Keterlambatan penerbitan kebijakan
dan perubahan regulasi tersebut dapat menimbulkan kebingungan, serta
ketidakpastian dalam pelaksanaan pengelolaan dana desa.
Selain itu, terdapat juga potensi
kelemahan akuntabilitas, karena perbedaan jangka waktu rencana pembangunan
jangka menengah (RPJM) kabupaten/kota dengan RPJM desa, sehingga memunculkan
disharmoni pelaksanaan pembangunan di lapangan.
Kurangnya keterbukaan juga dapat
mengurangi kualitas akuntabilitas perencanaan dan penganggaran dana desa.
Selain itu, dana desa berpotensi tidak efektif, karena perencanaan pembangunan
desa tidak sesuai dengan kebutuhan masyarakat, serta kekhasan daerah.
Selanjutnya, kajian tersebut juga
menyoroti tidak adanya indikator dan target pembangunan desa, yang berpotensi
membuat pembangunan yang tidak terarah. Kemudian, pembangunan desa berpotensi
menjadi tidak efektif, karena perencanaan dan penganggaran tidak sesuai dengan
kebutuhan masyarakat.
Hal penting lain yang menjadi
sorotan adalah pertanggungjawaban publik oleh kepala daerah dalam perencanaan
dan penyusunan anggaran belum dilakukan dengan baik. Terakhir, keterlambatan
ketersediaan pedoman umum dan pedoman teknis berpotensi membuat pembangunan
desa yang bersumber dari dana desa terlambat.
Enny Sri Hartati, Direktur Eksekutif
Institute for Development of Economics and Finance (Indef), mengatakan selama
ini upaya membangun ekonomi dari pinggir dan pemberdayaan desa masih setengah
hati.
“Selama ini pengelolaan dana desa
memang memenuhi regulasi dan seluruh aturan yang ada, tetapi dampak yang
dirasakan masyarakat masih sangat kurang,” katanya, Kamis (29/12).
Menurut Enny, pemerintah telah
bertindak sok tahu, dengan merekrut orang-orang yang tidak tepat sebagai
pendamping desa.
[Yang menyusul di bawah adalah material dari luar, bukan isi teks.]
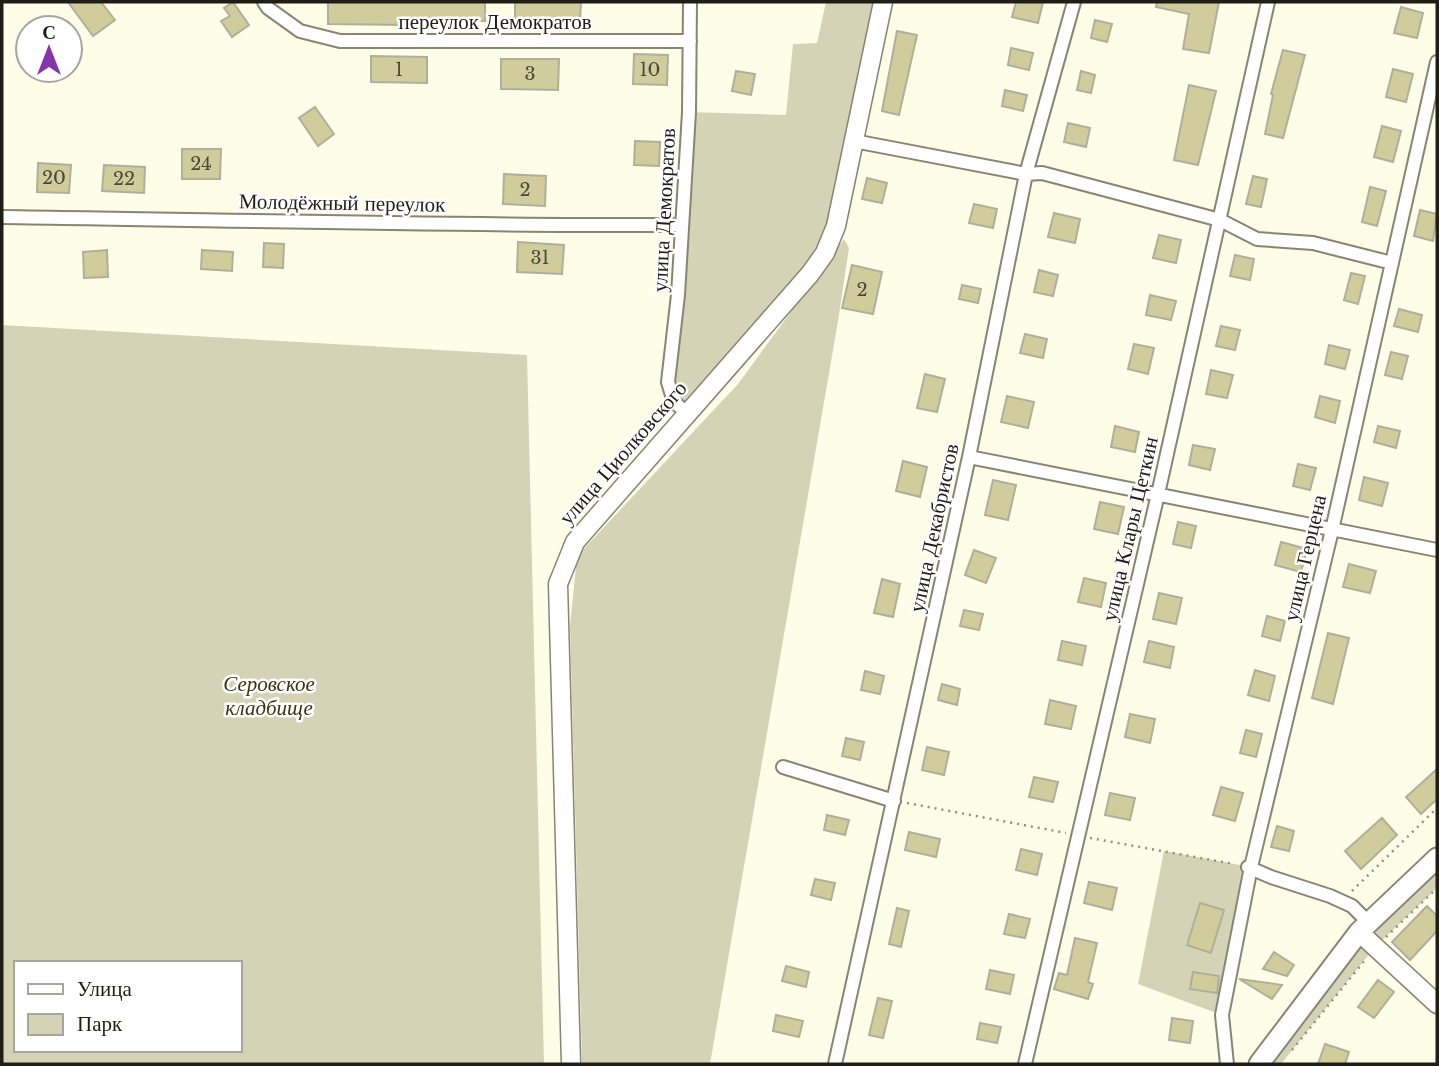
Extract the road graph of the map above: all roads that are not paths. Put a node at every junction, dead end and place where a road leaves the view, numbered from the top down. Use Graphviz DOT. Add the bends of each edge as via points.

Harusnya, pemerintah melibatkan lembaga dan semua pihak yang
selama ini melakukan program pemberdayaan masyarakat di setiap daerah.
Menurutnya, selama ini sebenarnya
sudah ada lembaga sosial masyarakat yang melakukan program pemberdayaan
masyarakat di desa. Tujuan lembaga tersebut pun relatif murni untuk kerja
sosial, dan membangun masyarakat di daerah.
“Belum tentu pendamping desa yang
direkrut dari para sukarelawan mengerti karakteristik desa. Kenapa pemerintah
tidak bekerja sama dengan pihak yang selama ini sudah melaksanakan program
pemberdayaan desa?” Katanya.
Kerja sama tersebut dapat dilakukan
dengan sebuah sistem dan standar yang disepakati, serta pengawasan ketat.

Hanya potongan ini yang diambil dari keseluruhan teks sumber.